I can't agree that there are enough positions in compliance or HR at law schools. As has been said here, there are tens of thousands of unemployed or underemployed attorneys.
In any event, this thread has been a very interesting exploration of some of these issues, IMHO, without all the nasty insulting posts so usual on this topic and on this blog.
Well done!


Anon: "The fee structure, debt loads, etc. drives the quest for high-paying law jobs, which are dwindling, and out of reach for so many law school grads.
In a market, if that is your point, wouldn't the price of legal services necessarily decrease? To some extent, these prices have decreased, to levels below the compensation of plumbers, in many cases."

This has actually been covered on the scamblogs (it was something that I had not thought about).

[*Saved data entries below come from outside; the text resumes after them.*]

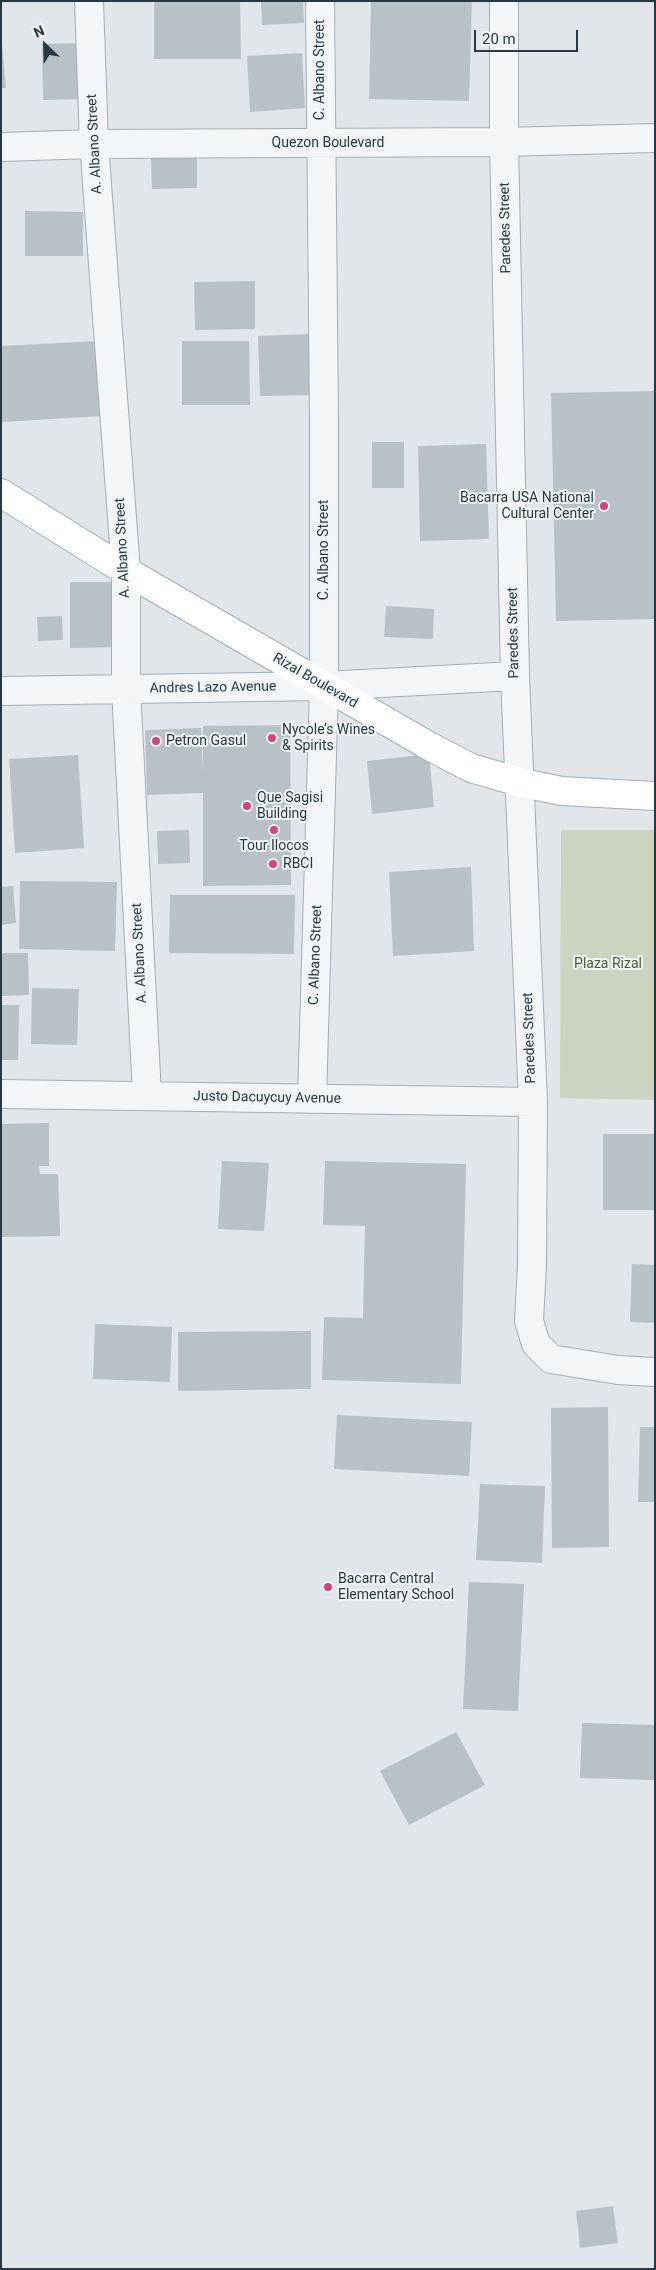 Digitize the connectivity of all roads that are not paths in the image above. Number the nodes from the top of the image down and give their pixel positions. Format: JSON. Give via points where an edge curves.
{"nodes":[{"id":1,"x":89,"y":1,"type":"edge"},
{"id":2,"x":320,"y":1,"type":"edge"},
{"id":3,"x":504,"y":1,"type":"edge"},
{"id":4,"x":655,"y":138,"type":"edge"},
{"id":5,"x":504,"y":142,"type":"junction"},
{"id":6,"x":320,"y":143,"type":"junction"},
{"id":7,"x":94,"y":144,"type":"junction"},
{"id":8,"x":1,"y":147,"type":"edge"},
{"id":9,"x":1,"y":494,"type":"edge"},
{"id":10,"x":126,"y":572,"type":"junction"},
{"id":11,"x":515,"y":676,"type":"junction"},
{"id":12,"x":324,"y":686,"type":"junction"},
{"id":13,"x":126,"y":688,"type":"junction"},
{"id":14,"x":1,"y":690,"type":"edge"},
{"id":15,"x":519,"y":782,"type":"junction"},
{"id":16,"x":655,"y":796,"type":"edge"},
{"id":17,"x":1,"y":1094,"type":"edge"},
{"id":18,"x":147,"y":1095,"type":"junction"},
{"id":19,"x":312,"y":1100,"type":"junction"},
{"id":20,"x":532,"y":1102,"type":"junction"},
{"id":21,"x":655,"y":1372,"type":"edge"}],
"edges":[{"from":1,"to":7,"type":"street","name":"A. Albano Street"},
{"from":2,"to":6,"type":"street","name":"C. Albano Street"},
{"from":3,"to":5,"type":"street","name":"Paredes Street"},
{"from":4,"to":5,"type":"street","name":"Quezon Boulevard"},
{"from":5,"to":6,"type":"street","name":"Quezon Boulevard"},
{"from":5,"to":11,"type":"street","name":"Paredes Street"},
{"from":6,"to":7,"type":"street","name":"Quezon Boulevard"},
{"from":6,"to":12,"type":"street","name":"C. Albano Street"},
{"from":7,"to":8,"type":"street","name":"Quezon Boulevard"},
{"from":7,"to":10,"type":"street","name":"A. Albano Street"},
{"from":9,"to":10,"type":"main road","name":"Rizal Boulevard"},
{"from":10,"to":12,"type":"main road","name":"Rizal Boulevard"},
{"from":10,"to":13,"type":"street","name":"A. Albano Street"},
{"from":11,"to":12,"type":"street","name":"Andres Lazo Avenue"},
{"from":11,"to":15,"type":"street","name":"Paredes Street"},
{"from":12,"to":13,"type":"street","name":"Andres Lazo Avenue"},
{"from":12,"to":15,"type":"main road","name":"Rizal Boulevard","via":[[471,768]]},
{"from":12,"to":19,"type":"street","name":"C. Albano Street"},
{"from":13,"to":14,"type":"street","name":"Andres Lazo Avenue"},
{"from":13,"to":18,"type":"street","name":"A. Albano Street"},
{"from":15,"to":16,"type":"main road","name":"Rizal Boulevard","via":[[561,791]]},
{"from":15,"to":20,"type":"street","name":"Paredes Street"},
{"from":17,"to":18,"type":"street","name":"Justo Dacuycuy Avenue"},
{"from":18,"to":19,"type":"street","name":"Justo Dacuycuy Avenue"},
{"from":19,"to":20,"type":"street","name":"Justo Dacuycuy Avenue"},
{"from":20,"to":21,"type":"street","name":"Paredes Street","via":[[529,1320],[536,1344],[551,1359],[618,1370]]}]} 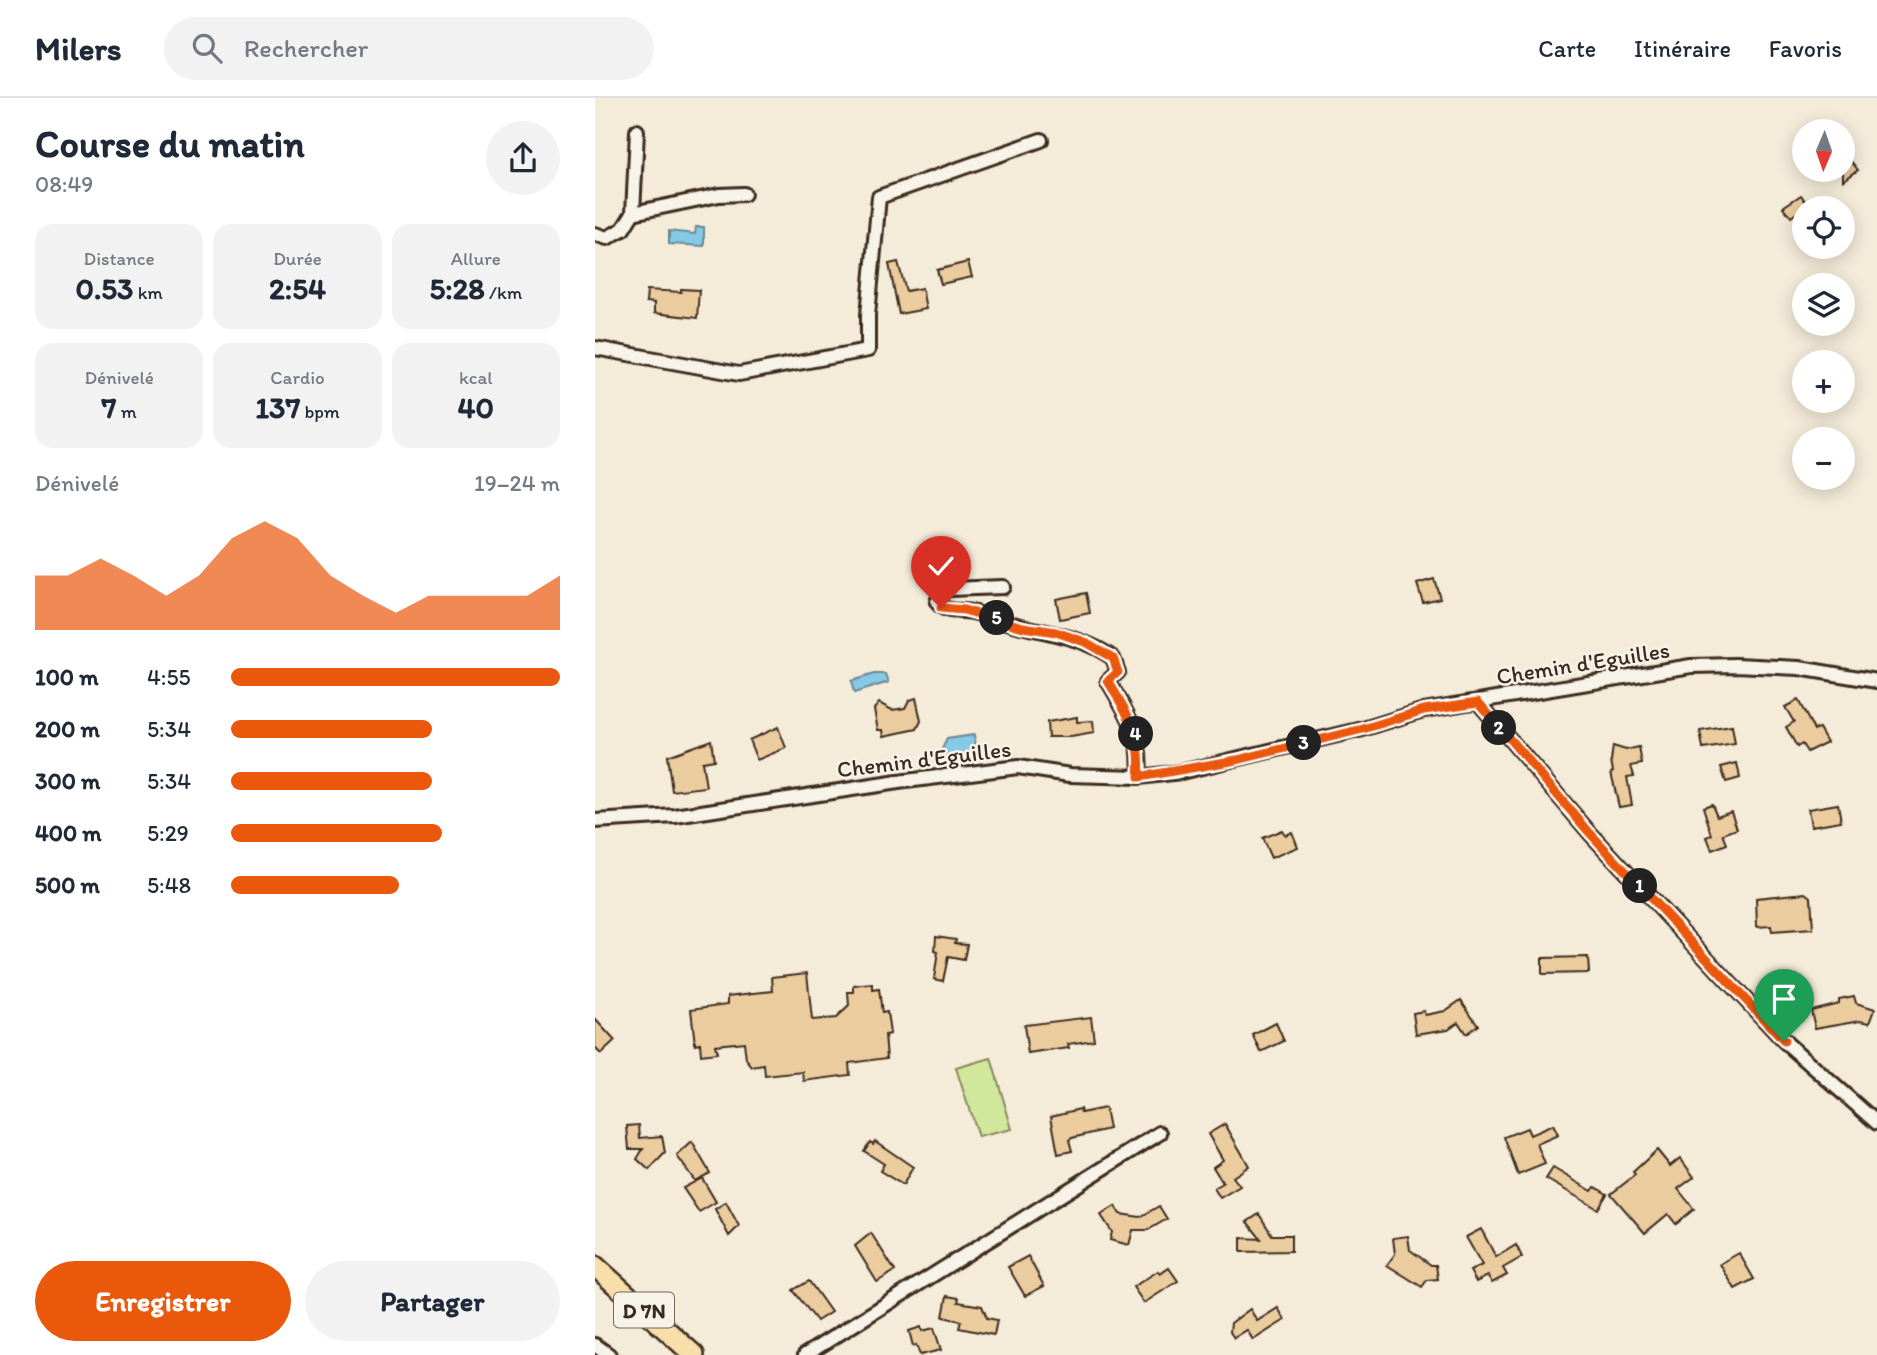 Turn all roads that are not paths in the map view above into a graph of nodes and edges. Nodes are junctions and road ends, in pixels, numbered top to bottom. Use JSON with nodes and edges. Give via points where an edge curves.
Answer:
{"nodes":[{"id":1,"x":637,"y":131,"type":"dead end"},
{"id":2,"x":1041,"y":140,"type":"dead end"},
{"id":3,"x":744,"y":194,"type":"dead end"},
{"id":4,"x":633,"y":213,"type":"junction"},
{"id":5,"x":595,"y":234,"type":"edge"},
{"id":6,"x":595,"y":348,"type":"edge"},
{"id":7,"x":1003,"y":587,"type":"dead end"},
{"id":8,"x":1877,"y":681,"type":"edge"},
{"id":9,"x":1478,"y":702,"type":"junction"},
{"id":10,"x":1139,"y":777,"type":"junction"},
{"id":11,"x":595,"y":821,"type":"edge"},
{"id":12,"x":1877,"y":1123,"type":"edge"},
{"id":13,"x":1160,"y":1133,"type":"dead end"},
{"id":14,"x":595,"y":1266,"type":"edge"},
{"id":15,"x":595,"y":1345,"type":"edge"},
{"id":16,"x":609,"y":1355,"type":"edge"},
{"id":17,"x":694,"y":1355,"type":"edge"},
{"id":18,"x":805,"y":1355,"type":"edge"}],
"edges":[{"from":1,"to":4,"type":"street"},
{"from":2,"to":6,"type":"street","via":[[879,197],[868,350],[739,374]]},
{"from":3,"to":4,"type":"street"},
{"from":4,"to":5,"type":"street","via":[[623,229],[607,238]]},
{"from":7,"to":10,"type":"street","via":[[949,589],[942,591],[937,602],[949,611],[964,610],[1056,632],[1113,658],[1118,672],[1108,681],[1134,722]]},
{"from":8,"to":9,"type":"street","name":"Chemin d'Eguilles","via":[[1799,668],[1691,666]]},
{"from":9,"to":10,"type":"street","name":"Chemin d'Eguilles","via":[[1424,710],[1237,760]]},
{"from":9,"to":12,"type":"street","via":[[1589,832],[1784,1041]]},
{"from":10,"to":11,"type":"street","name":"Chemin d'Eguilles","via":[[1070,775],[1018,767],[675,816]]},
{"from":13,"to":18,"type":"street"},
{"from":14,"to":17,"type":"main road","number":"D 7N"},
{"from":15,"to":16,"type":"street"}]} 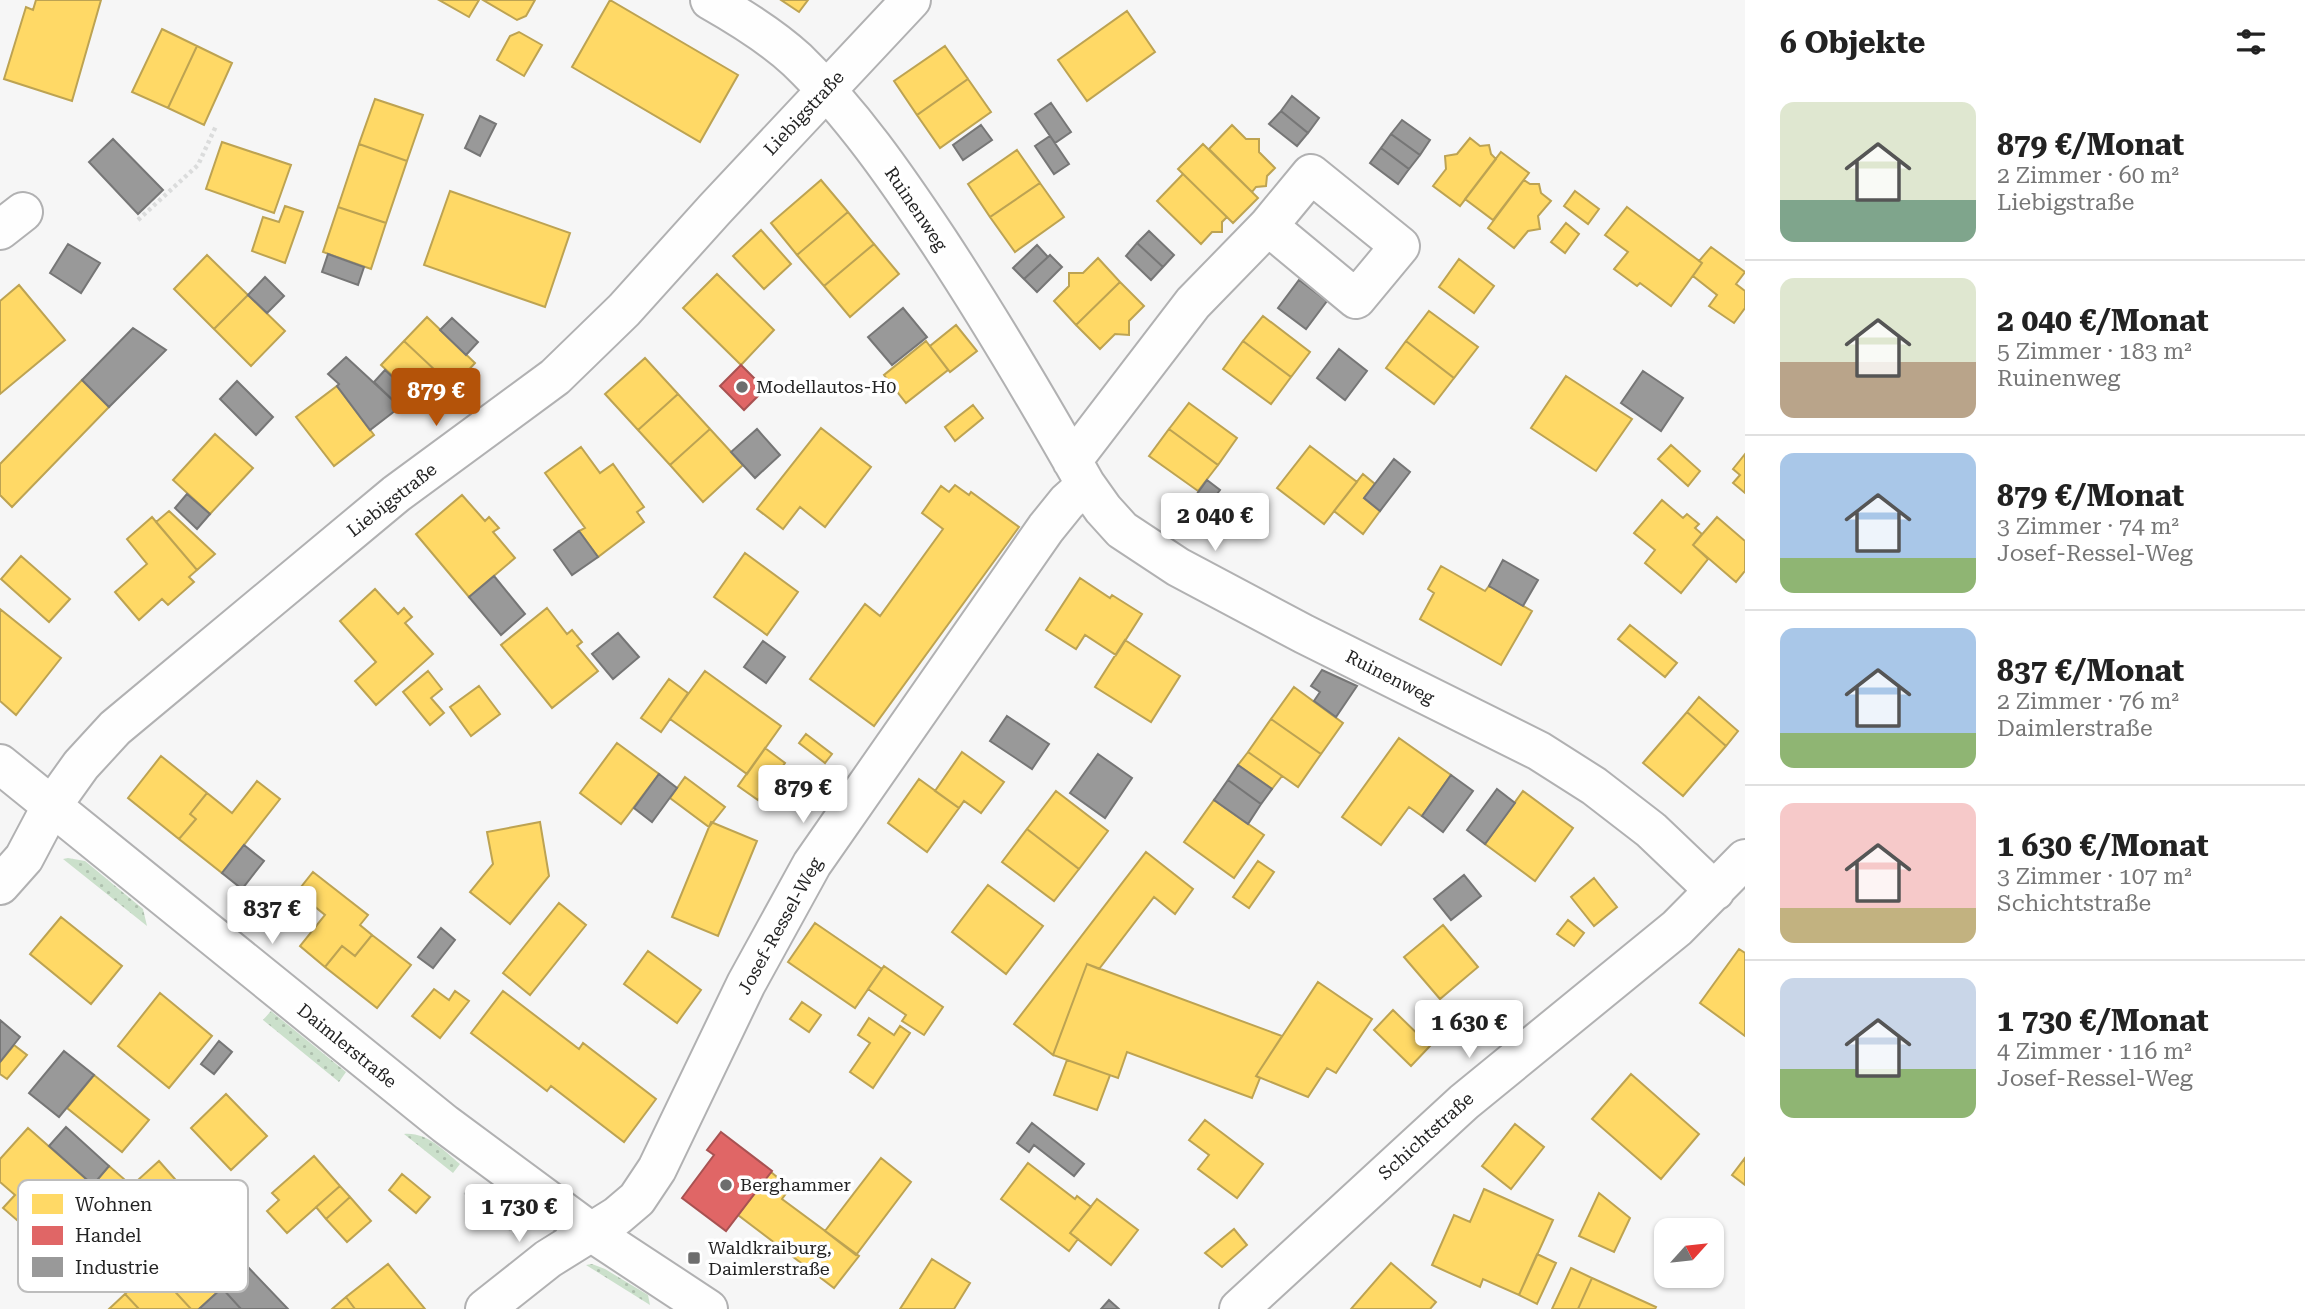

You can't practice law part-time, unless you have a job and a boss who's comfortable with coming in in the morning and finding a message from you that you are in court with a client - and BTW, you'll be missing a few more days in the next few weeks, but won't know when until the judge sets the schedule.


Incredulous Guest:

"Two things. First it is high time for law schools to produce better employment data - data that goes out much farther then 10 months after graduation."

I recall that Dean from (somewhere in northern Ohio) making a big stink in an interview about how 9 months later wasn't long enough, and how he had been crisscrossing the country looking for jobs for his grad.

I noticed that he wasn't coughing up any data for employment beyond 9 months; apparently actually collecting data wasn't relevant.